Print the entries underneath word for word, omitting whatever pictures they contain.

Supplied information below:

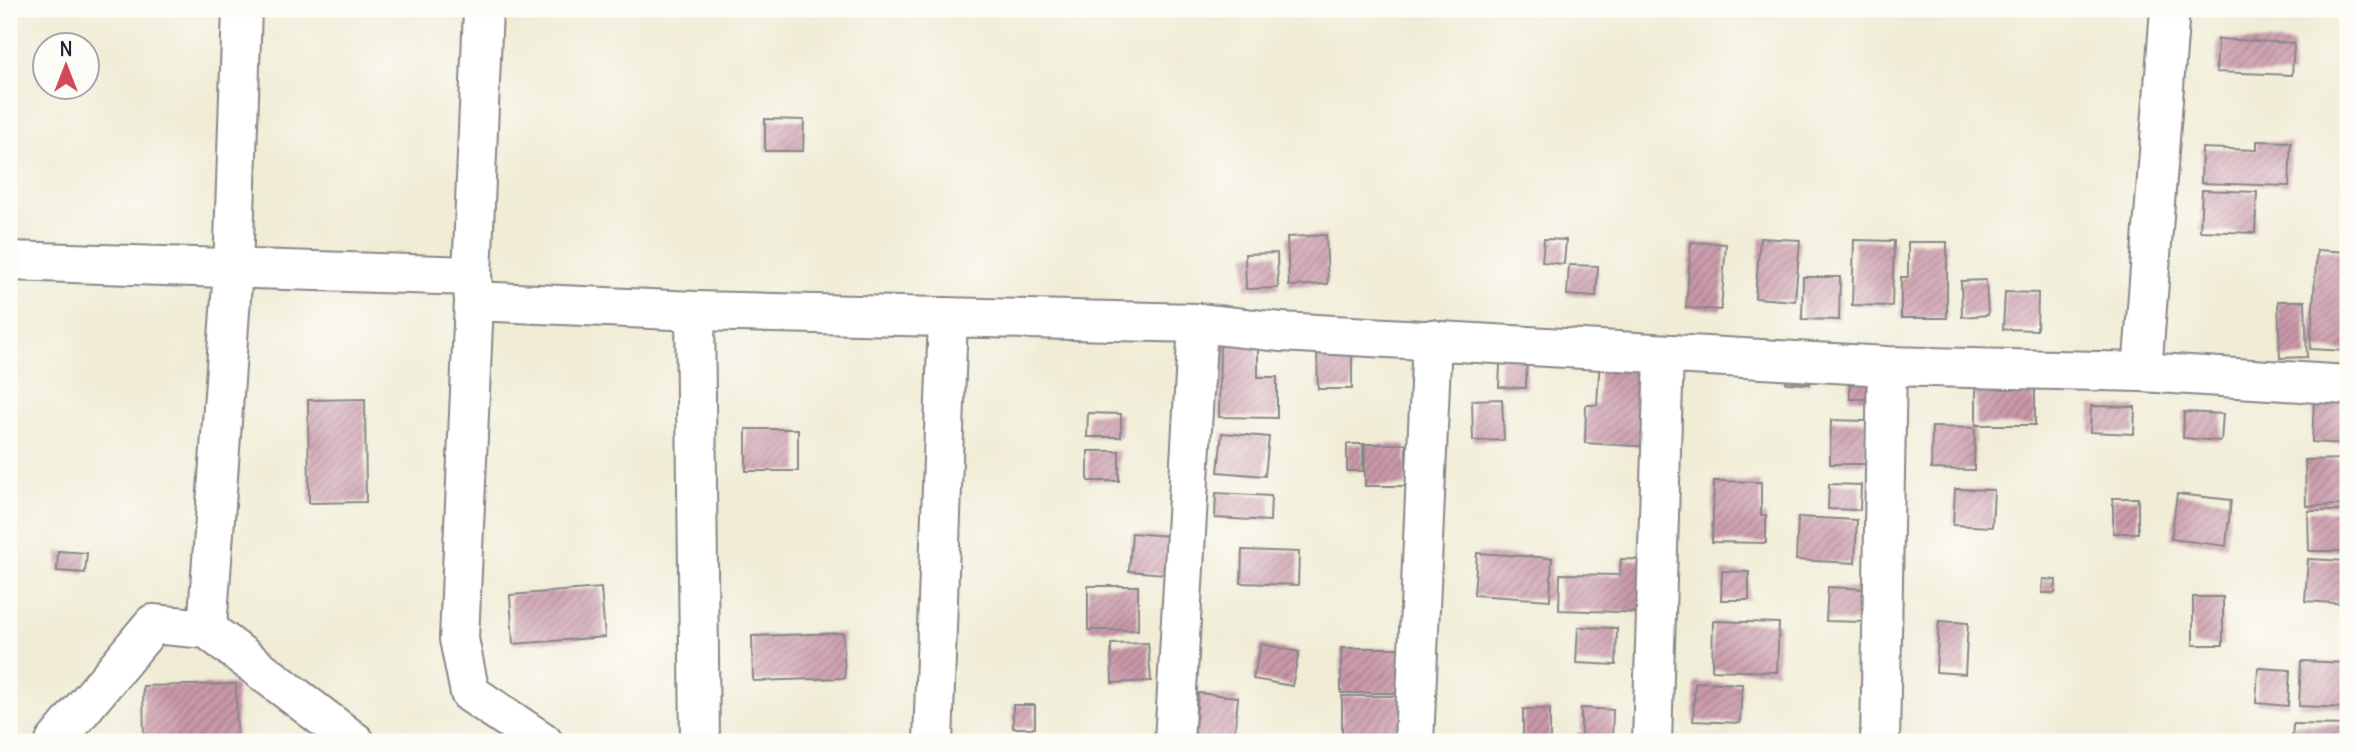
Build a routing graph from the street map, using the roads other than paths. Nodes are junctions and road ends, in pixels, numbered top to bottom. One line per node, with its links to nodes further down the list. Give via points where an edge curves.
1 (242, 9): 5 (street)
2 (483, 9): 6 (street)
3 (2170, 9): 13 (street)
4 (9, 261): 5 (street)
5 (233, 270): 6 (street); 15 (street)
6 (473, 289): 7 (street); 18 (street, via 459,639 470,693)
7 (695, 311): 8 (street); 19 (street)
8 (948, 317): 9 (street); 20 (street)
9 (1198, 323): 10 (street); 21 (street)
10 (1432, 339): 11 (street); 22 (street)
11 (1664, 354): 12 (street); 23 (street)
12 (1887, 366): 13 (street); 24 (street)
13 (2142, 372): 14 (street)
14 (2348, 385)
15 (207, 629): 16 (street, via 153,624); 17 (street)
16 (55, 742)
17 (355, 742)
18 (543, 742)
19 (700, 742)
20 (933, 742)
21 (1174, 742)
22 (1414, 742)
23 (1652, 742)
24 (1880, 742)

End of Supplied information.

= Expected answer =
Build a routing graph from the street map, using the roads other than paths. Nodes are junctions and road ends, in pixels, numbered top to bottom. One line per node, with its links to nodes further down the list. Give via points where an edge curves.
1 (242, 9): 5 (street)
2 (483, 9): 6 (street)
3 (2170, 9): 13 (street)
4 (9, 261): 5 (street)
5 (233, 270): 6 (street); 15 (street)
6 (473, 289): 7 (street); 18 (street, via 459,639 470,693)
7 (695, 311): 8 (street); 19 (street)
8 (948, 317): 9 (street); 20 (street)
9 (1198, 323): 10 (street); 21 (street)
10 (1432, 339): 11 (street); 22 (street)
11 (1664, 354): 12 (street); 23 (street)
12 (1887, 366): 13 (street); 24 (street)
13 (2142, 372): 14 (street)
14 (2348, 385)
15 (207, 629): 16 (street, via 153,624); 17 (street)
16 (55, 742)
17 (355, 742)
18 (543, 742)
19 (700, 742)
20 (933, 742)
21 (1174, 742)
22 (1414, 742)
23 (1652, 742)
24 (1880, 742)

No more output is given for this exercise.